I recently got interested in roasting due to my new oven. Your roast looks so comforting :)

giz said...

Fix it, forget it and then you're a rock star. My kind of cooking.

lisa (dandysugar) said...

Such homey comforting meals you have. It's been a long time since I've had pot roast. Reminds me of my mom's cooking! This looks delicious.

Debbie said...

Hi

quick question, what are "new" potatoes? I don't cook much with potatoes and I'm only familiar with the red ones.

Shreya said...

I have not heard of Pot Roast before, but your meal looks satisfying:-)

Annie said...

I crave pot roast when I'm pregnant. This looks divine! And I'm glad you are introducing the last commenter to it! Thanks for the yumminess!

culinspiration said...

Delicious. Could you share how you made the gravy? Have you ever tried the same recipe in a Crock Pot? I'm curious whether you'd need to add more liquid.

Angela said...

I've been afraid to try cooking a Pot Roast but after seeing your instructions, I'm going to give it a try. Thanks for the inspiration.

Queen B. said...

ooooooooooo ! Looks amazing !!

kellypea said...

I grew up eating pot roast and it's a favorite. I'm noticing the mustard in the ingredients and haven't tried that. Sounds delicious.

Kevin said...

culinspiration: The gravy is pretty much just the sauce left over from braising the pot roast that was strained and seasoned with salt and pepper. If you wanted to thicken it up you could simmer it on the stove and mix in a slurry of flour and water and simmer until it thickens.

Maggie said...

Pot roast is such great comfort food, I have to try some mustard in my next one.

Jeanne said...

I really don't make potroasts often enough. Such a simple and delicious way of serving meat - yours looks fantastic.

Michelle said...

Thank you. Your pot roast looked so good, I had to try it. I did this past weekend, and it was a huge hit with everyone. So I thought I would continue my roll and try the Pot Roast Mushroom soup. Again, another success. Your recipe was so easy to follow and the meal was amazing. Thanks again.

Sweet P said...

All I can say is yummy! I made this for dinner tonight along with the peas and bacon (I forgot to buy pancetta). The hardest part was having to deal with the wonderful smell all afternoon. Thanks for a great recipe!

ChefBliss.com said...

This looks wonderful!! I have had trouble with my last 2 pot roasts drying out -- can't wait to give this one a shot! Thanks!

Sage said...

This sounds and looks so good;I'm making it tomorrow. I just started bloggin and googled pot roast blog and your recipe came up. You make your recipes sound very tasty.
Sage/Rita

~Kristie said...

I made this pot roast tonight and it turned out great. The seasonings are perfect and the smell is heavenly.
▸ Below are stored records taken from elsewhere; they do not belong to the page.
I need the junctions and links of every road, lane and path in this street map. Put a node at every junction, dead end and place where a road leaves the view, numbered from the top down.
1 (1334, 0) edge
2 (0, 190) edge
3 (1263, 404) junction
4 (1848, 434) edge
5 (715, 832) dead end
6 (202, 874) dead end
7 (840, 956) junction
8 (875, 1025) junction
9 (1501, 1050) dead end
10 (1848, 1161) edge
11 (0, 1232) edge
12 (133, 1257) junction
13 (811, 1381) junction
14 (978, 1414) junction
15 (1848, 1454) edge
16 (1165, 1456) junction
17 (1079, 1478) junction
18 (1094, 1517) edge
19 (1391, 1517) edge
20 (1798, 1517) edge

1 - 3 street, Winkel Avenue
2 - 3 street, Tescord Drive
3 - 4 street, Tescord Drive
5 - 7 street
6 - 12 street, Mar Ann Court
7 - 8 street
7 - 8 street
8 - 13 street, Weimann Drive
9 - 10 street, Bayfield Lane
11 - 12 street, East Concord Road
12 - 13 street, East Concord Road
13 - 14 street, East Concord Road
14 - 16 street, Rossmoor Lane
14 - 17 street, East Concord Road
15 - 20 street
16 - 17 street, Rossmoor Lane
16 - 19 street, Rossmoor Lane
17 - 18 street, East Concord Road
The only thing I would suggest is looking for a lean piece of roast or trimming excess fat before cooking - my gravy came out way too fatty w/o this step. To remedy this I just cooled the gravy and skimmed the solids off the top before serving which worked out well.

Thanks for all your great recipies!

ashley said...

looks tasty! i've been trying to get a decent photo of pot roast the last two years and haven't been successful yet. haha. looks delicious!

Neatza said...

Yes,This recipe looks realy delicious.But I think , beside the mashed potatoes some cranbery sauce it will make it devine.